Biology Visualization and Monster Biology

I don't really think these are the types of articles that are required for this blog assignment, but I found both of them really interesting, so I decided to share them anyways.

Cell Visualizations

Harvard University commisioned this company to develop computer generated movies of the molecular cell processes, there is a 3 minute trailer available here. It looks really really awesome, I wonder if they will eventually make it availble to buy? I would be really interested to see this kind of thing in action as I'm a very visual person.

B-Movie Biology

And here is an article that analyzes the bad biology behind many of the B-movies of the past century. From King Kong, to shrunken protagonists and then to giant ants, its an interesting read, here's a sample:

These super-ants have several problems, although neither they nor the humans seem to appreciate it. First, let's start with the vulnerability of an insect the size of a small elephant. The giant insects don't look terribly vulnerable--small arms and machine guns don't seem to have much effect on them. Part of this relative invulnerability is certainly due to the fact that arthropods wear their skeleton on the outside, where it can act as armor, but I'd argue that the military is using the wrong weapons and aiming at the wrong targets.

Insects have a much more distributed nervous system than vertebrates, so the head is a pretty poor target. So is the body. Because of their highly efficient respiratory system (see Mothra, in Session 4), circulatory demands are much lower in insects than in vertebrates; they can get away with a fairly low-pressure circulatory system. A hole in the exoskeleton, even a 30-caliber hole, just isn't going to bleed much, and the hole will be quickly sealed because insect blood has excellent clotting characteristics. The heart is on the dorsal side of the body, so it, too, makes a lousy target.

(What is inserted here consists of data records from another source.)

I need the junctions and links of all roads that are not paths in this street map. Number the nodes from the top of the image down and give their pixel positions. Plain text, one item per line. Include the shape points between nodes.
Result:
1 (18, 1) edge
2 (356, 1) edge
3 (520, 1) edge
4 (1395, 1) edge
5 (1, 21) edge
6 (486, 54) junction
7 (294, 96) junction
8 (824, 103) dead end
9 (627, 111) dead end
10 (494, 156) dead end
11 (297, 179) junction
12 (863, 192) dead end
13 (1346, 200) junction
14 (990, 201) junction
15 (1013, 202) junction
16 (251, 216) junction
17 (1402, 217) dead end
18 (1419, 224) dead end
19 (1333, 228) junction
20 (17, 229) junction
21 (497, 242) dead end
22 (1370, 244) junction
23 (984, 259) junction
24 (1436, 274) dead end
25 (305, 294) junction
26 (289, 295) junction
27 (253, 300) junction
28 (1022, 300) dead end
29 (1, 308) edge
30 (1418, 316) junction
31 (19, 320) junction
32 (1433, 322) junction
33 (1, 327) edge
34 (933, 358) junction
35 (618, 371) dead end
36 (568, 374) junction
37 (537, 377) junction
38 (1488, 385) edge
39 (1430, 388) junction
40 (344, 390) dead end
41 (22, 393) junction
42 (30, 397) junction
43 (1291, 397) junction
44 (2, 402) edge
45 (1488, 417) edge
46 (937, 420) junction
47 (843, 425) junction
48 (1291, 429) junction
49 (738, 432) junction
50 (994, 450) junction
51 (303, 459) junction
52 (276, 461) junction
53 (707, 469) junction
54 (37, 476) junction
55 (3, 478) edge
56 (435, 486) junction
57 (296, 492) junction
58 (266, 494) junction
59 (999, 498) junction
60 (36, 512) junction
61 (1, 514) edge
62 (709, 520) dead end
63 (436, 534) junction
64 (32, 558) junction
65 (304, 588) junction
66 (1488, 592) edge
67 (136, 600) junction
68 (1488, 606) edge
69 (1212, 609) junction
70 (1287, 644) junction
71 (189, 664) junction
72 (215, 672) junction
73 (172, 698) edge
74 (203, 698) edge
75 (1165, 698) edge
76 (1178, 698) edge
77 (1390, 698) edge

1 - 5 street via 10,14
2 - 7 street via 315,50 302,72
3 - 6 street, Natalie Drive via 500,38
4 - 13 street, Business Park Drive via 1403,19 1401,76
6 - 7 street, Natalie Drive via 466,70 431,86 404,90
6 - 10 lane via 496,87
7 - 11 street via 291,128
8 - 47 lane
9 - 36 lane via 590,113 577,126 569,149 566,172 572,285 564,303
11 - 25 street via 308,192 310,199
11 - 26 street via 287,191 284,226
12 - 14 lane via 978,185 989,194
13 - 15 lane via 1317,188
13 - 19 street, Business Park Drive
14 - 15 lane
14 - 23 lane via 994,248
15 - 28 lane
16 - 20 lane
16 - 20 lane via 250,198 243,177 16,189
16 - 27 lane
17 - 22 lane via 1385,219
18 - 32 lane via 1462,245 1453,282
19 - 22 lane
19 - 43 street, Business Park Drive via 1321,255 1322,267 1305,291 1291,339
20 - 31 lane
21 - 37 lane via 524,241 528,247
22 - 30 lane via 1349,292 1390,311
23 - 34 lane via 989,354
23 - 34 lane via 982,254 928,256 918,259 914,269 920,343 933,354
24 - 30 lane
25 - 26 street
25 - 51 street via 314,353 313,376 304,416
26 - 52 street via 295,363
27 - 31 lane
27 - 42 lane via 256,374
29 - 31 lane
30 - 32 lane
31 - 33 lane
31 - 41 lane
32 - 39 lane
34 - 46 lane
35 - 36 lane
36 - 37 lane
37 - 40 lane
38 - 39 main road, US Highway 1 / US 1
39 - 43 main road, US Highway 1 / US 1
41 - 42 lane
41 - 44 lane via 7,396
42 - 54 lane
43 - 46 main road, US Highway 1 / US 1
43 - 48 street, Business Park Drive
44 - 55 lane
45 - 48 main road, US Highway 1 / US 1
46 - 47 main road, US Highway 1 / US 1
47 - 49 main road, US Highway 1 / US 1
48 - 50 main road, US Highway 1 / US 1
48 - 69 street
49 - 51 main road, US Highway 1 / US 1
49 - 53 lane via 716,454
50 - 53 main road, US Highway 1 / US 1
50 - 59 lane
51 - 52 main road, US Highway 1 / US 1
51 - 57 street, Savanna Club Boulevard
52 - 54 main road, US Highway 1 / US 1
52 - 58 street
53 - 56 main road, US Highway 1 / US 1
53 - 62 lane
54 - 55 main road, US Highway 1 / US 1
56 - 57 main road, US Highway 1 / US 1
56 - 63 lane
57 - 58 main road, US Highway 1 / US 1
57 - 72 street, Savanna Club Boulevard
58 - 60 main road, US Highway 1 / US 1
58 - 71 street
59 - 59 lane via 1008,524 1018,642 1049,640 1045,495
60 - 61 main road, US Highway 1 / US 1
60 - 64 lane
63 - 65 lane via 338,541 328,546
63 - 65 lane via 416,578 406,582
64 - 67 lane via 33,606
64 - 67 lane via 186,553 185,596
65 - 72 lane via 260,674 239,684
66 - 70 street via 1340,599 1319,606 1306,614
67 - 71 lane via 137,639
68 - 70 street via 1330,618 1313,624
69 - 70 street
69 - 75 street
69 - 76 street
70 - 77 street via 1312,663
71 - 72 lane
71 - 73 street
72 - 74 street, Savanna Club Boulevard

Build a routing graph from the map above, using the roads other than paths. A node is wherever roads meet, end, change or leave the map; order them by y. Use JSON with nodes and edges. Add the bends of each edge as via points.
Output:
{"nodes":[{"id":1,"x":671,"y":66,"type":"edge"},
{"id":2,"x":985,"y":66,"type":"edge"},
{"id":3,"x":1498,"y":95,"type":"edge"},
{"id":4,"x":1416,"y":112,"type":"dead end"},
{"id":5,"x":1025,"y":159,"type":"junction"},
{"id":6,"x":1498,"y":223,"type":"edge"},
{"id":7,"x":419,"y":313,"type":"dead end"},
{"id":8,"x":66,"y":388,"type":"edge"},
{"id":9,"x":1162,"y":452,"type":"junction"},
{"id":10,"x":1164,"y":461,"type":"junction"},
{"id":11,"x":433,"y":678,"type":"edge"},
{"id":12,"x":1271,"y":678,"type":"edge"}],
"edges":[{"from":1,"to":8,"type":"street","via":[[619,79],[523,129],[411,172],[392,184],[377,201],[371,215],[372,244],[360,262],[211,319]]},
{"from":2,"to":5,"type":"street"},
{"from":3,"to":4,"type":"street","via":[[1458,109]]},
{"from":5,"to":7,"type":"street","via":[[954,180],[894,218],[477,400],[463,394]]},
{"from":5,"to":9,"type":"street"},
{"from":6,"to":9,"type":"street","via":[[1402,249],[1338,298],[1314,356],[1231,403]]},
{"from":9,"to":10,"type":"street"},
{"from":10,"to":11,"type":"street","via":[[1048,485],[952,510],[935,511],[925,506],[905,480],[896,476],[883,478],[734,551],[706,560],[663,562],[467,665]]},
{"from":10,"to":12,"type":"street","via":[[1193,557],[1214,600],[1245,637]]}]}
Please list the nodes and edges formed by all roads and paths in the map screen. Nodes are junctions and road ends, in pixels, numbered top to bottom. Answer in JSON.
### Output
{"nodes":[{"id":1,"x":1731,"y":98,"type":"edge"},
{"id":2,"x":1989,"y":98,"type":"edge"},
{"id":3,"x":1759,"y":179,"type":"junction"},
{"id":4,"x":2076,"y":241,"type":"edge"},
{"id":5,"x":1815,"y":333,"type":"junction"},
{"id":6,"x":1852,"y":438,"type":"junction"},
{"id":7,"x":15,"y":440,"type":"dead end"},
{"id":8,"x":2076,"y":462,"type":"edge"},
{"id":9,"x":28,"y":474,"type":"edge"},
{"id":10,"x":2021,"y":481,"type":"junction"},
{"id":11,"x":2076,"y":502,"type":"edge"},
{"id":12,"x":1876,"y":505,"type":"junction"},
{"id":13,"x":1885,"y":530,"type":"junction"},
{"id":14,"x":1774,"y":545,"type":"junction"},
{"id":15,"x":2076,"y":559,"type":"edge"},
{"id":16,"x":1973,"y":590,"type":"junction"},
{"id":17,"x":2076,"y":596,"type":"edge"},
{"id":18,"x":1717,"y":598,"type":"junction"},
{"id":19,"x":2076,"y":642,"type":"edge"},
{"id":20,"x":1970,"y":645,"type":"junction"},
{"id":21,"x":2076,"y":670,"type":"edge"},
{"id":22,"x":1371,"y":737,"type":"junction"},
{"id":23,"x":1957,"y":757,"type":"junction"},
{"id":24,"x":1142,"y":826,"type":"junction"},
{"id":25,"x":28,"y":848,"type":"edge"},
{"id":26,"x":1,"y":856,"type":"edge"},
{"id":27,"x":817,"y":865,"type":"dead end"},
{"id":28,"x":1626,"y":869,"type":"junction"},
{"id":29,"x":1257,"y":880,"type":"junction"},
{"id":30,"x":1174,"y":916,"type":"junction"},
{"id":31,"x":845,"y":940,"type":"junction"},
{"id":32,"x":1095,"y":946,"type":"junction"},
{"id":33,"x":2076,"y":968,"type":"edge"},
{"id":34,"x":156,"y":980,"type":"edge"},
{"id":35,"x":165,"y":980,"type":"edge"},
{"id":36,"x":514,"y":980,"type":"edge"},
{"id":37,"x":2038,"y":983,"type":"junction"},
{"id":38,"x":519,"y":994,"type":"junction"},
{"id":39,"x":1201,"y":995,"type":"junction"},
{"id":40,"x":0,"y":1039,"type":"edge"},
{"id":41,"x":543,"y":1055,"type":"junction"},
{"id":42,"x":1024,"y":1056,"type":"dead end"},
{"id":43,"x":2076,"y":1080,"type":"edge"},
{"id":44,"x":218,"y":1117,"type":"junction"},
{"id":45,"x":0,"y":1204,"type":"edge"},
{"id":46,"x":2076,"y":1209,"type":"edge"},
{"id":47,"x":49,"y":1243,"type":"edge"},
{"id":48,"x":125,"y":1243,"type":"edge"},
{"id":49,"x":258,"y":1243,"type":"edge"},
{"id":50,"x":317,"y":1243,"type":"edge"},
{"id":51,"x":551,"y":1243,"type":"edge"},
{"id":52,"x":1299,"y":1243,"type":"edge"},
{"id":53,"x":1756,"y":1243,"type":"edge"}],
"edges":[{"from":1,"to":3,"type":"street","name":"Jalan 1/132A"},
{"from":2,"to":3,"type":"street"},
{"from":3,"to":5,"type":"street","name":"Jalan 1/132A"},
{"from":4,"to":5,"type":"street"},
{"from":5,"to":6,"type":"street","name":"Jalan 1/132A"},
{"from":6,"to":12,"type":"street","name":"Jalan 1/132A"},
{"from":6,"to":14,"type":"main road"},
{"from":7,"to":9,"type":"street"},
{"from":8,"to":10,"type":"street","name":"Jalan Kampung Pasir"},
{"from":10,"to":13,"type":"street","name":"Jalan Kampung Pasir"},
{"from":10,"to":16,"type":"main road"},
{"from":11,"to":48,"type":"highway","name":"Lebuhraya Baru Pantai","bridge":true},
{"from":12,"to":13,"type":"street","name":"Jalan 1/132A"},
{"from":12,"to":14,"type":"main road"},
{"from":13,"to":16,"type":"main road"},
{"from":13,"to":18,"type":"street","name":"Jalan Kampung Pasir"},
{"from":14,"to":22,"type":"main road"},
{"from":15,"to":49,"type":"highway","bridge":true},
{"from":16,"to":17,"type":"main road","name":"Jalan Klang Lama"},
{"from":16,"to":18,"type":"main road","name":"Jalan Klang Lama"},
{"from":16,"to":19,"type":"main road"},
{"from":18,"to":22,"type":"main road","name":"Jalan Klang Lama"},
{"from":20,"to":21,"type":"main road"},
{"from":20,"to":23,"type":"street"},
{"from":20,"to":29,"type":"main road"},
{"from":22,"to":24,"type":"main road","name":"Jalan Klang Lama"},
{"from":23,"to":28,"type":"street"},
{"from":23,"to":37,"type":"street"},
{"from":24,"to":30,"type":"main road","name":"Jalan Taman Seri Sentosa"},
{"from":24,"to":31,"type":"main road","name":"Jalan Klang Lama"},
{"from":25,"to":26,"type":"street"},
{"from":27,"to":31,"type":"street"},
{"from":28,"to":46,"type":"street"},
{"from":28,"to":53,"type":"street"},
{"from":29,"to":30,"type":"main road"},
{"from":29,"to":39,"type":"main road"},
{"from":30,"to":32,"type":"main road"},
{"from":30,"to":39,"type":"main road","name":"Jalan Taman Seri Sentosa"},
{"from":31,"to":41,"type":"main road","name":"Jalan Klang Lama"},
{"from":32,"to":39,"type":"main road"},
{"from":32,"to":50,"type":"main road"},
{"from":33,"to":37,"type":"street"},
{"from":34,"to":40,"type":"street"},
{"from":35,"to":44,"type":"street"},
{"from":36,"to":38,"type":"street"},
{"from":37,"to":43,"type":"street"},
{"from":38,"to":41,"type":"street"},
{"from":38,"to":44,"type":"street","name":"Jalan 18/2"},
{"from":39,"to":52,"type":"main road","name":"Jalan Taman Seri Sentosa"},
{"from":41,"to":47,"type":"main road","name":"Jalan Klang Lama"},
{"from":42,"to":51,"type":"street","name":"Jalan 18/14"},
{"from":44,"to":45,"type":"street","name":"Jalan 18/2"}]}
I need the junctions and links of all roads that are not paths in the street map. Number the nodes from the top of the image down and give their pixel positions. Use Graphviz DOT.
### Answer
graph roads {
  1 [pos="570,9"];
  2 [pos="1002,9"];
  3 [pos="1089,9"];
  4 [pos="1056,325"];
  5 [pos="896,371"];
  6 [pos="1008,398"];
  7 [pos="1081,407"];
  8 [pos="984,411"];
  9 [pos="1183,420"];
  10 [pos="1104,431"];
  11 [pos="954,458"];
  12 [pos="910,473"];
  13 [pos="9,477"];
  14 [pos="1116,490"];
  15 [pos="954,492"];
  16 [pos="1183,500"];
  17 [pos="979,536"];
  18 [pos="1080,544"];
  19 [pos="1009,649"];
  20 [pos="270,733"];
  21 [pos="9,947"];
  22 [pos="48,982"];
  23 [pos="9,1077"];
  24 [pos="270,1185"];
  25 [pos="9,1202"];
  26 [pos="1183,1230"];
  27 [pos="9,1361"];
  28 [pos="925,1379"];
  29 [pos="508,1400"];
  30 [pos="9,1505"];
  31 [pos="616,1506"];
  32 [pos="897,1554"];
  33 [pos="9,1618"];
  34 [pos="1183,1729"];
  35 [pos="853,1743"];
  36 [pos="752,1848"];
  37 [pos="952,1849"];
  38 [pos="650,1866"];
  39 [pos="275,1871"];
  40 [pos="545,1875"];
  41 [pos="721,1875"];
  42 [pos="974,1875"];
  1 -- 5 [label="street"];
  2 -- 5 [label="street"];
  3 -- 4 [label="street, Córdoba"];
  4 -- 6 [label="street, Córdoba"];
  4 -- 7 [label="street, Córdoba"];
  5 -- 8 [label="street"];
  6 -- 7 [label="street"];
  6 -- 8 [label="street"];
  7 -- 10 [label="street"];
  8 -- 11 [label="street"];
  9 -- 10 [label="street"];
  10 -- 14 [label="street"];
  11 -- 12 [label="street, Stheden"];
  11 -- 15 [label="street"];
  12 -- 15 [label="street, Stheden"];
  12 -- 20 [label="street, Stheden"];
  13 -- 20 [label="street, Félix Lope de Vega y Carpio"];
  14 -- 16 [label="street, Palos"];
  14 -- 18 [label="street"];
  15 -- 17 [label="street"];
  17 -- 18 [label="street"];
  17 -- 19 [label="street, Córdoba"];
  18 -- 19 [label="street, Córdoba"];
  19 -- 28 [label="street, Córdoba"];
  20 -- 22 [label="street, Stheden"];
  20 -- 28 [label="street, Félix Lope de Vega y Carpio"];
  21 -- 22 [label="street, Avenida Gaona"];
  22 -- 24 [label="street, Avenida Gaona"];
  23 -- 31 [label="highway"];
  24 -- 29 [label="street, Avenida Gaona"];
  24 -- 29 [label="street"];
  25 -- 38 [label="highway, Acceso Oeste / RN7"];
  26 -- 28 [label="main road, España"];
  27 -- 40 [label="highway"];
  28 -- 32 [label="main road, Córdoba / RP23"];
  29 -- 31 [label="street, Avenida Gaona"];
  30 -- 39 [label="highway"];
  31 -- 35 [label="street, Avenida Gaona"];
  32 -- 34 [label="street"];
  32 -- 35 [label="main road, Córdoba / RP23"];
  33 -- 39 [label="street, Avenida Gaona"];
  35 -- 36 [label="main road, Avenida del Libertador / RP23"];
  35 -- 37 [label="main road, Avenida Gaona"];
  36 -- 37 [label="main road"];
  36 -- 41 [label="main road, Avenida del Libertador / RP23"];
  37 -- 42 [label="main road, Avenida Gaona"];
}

So where are they vulnerable? The secret lies in the exoskeleton. Hollow tubes are mechanically very efficient structures, especially for resisting bending--the nastiest way you can load a structure. (Don't believe me? Take a toothpick and break it. Easy, wasn't it? But you broke it by bending it, so take another toothpick, grab one end in each hand, and pull straight along the length of the toothpick. Pretty tough in pure tension, isn't it? Now take another toothpick and grab it between the thumb and first fingers of each hand, with your thumbs a half inch or less apart, and try to break the toothpick by pushing along the length of the toothpick. Pretty tough in compression, too.)